Stored items
——

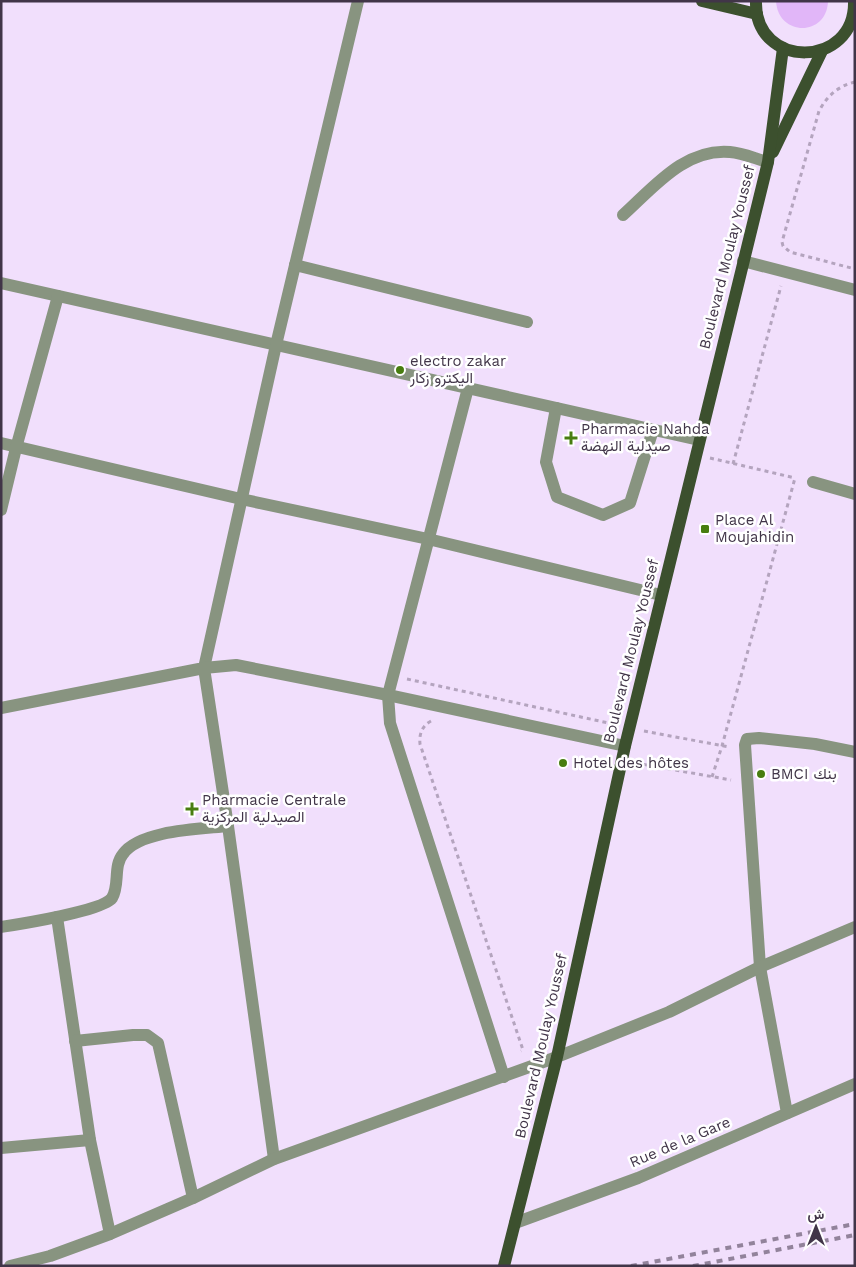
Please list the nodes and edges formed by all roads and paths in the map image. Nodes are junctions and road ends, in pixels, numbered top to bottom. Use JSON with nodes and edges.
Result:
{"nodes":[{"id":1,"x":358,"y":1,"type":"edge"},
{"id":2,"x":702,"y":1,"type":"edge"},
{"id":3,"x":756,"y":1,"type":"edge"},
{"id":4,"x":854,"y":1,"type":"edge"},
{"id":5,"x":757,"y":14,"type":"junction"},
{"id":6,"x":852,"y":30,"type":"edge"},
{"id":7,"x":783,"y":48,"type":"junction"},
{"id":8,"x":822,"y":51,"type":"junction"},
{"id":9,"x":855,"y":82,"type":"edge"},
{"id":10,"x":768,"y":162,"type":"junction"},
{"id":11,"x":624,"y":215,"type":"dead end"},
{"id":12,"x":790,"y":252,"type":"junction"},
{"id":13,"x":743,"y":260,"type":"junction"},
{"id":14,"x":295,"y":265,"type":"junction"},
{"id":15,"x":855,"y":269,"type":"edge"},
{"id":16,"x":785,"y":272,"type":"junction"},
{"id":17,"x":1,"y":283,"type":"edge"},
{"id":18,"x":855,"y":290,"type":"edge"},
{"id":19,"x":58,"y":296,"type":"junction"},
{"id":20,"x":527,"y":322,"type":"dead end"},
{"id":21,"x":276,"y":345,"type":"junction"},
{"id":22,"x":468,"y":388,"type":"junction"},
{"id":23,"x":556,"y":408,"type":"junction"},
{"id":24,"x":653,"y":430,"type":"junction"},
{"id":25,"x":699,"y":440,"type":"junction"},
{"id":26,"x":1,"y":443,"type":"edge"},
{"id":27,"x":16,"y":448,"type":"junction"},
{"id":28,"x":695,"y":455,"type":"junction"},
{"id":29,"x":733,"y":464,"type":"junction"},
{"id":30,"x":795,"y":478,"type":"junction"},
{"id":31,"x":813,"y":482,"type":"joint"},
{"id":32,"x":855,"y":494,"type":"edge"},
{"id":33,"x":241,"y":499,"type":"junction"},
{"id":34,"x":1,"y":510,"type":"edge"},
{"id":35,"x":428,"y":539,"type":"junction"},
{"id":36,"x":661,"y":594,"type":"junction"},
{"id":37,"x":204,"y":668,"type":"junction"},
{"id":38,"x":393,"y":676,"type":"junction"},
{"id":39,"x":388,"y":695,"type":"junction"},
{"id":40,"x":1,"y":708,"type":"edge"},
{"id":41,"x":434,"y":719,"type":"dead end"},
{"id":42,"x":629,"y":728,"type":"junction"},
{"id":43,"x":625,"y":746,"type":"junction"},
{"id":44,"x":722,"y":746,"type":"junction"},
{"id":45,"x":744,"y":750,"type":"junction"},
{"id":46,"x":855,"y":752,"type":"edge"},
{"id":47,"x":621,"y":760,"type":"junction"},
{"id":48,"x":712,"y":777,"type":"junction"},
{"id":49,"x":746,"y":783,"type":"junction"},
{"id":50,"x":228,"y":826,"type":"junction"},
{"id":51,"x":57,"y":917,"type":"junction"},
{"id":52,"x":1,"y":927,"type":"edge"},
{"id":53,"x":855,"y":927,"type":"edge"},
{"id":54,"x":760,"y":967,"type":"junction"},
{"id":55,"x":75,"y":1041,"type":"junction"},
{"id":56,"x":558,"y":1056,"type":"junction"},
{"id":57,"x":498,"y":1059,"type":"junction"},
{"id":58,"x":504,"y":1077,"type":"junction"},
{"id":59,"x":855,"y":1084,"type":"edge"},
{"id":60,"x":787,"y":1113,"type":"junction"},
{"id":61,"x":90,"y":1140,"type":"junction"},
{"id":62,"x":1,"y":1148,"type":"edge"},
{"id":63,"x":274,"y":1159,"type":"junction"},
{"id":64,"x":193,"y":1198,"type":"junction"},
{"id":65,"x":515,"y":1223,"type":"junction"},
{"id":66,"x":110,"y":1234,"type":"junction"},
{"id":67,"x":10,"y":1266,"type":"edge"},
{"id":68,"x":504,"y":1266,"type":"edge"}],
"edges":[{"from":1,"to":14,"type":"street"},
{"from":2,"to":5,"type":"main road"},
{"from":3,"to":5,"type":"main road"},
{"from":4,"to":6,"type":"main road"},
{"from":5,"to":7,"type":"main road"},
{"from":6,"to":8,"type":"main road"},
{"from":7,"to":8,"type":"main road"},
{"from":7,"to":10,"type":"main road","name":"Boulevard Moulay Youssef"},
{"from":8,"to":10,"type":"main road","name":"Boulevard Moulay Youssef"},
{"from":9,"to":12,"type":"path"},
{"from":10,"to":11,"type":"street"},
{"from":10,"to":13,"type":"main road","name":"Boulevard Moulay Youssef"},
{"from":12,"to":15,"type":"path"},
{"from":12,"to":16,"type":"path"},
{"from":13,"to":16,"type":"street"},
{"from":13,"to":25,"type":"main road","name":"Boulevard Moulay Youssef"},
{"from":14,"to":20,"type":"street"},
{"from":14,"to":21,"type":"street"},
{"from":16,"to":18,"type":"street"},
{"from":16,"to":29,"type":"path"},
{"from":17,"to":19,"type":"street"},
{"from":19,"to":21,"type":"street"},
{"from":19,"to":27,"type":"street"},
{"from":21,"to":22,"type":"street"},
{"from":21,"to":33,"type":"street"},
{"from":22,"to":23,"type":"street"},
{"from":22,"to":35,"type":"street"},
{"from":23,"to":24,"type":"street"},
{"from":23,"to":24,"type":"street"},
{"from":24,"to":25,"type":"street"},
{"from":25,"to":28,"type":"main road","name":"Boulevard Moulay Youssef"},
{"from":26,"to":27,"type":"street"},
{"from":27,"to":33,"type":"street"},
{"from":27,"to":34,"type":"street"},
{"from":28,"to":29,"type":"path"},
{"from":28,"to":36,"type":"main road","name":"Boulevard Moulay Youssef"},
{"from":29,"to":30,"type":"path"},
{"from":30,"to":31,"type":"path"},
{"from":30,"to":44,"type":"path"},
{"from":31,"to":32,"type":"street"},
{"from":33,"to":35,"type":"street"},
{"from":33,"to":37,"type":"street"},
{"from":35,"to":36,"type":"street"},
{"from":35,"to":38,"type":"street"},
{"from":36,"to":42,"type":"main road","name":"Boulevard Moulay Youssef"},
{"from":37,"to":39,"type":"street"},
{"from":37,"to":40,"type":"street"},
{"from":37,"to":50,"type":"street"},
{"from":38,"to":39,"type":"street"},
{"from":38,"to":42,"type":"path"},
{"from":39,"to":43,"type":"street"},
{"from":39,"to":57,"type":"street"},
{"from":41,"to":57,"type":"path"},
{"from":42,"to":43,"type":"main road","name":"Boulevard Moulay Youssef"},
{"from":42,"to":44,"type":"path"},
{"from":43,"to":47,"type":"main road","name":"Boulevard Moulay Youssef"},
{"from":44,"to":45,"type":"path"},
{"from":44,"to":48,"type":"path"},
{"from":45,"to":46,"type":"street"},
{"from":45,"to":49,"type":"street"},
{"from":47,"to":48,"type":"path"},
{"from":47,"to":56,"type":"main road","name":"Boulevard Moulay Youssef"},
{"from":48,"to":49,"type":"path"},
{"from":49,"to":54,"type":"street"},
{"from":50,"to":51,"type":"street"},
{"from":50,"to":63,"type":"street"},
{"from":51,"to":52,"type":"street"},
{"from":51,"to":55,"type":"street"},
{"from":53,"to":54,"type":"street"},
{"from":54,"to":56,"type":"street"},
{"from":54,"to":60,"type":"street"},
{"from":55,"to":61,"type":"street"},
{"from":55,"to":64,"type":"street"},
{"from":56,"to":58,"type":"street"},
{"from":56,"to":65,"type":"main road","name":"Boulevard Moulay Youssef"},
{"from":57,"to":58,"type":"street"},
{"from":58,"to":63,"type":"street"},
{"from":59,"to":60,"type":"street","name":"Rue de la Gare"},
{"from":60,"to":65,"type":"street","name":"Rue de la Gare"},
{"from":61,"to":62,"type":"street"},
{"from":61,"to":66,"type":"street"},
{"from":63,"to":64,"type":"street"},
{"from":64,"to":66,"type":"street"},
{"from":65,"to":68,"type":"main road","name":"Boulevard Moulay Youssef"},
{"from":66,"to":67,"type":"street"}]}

——

* _WHAT TO WORK ON_
Reproduce all lines from the records above that include the word "nodes".

* _ANSWER BOX_
Please list the nodes and edges formed by all roads and paths in the map image. Nodes are junctions and road ends, in pixels, numbered top to bottom. Use JSON with nodes and edges.
{"nodes":[{"id":1,"x":358,"y":1,"type":"edge"},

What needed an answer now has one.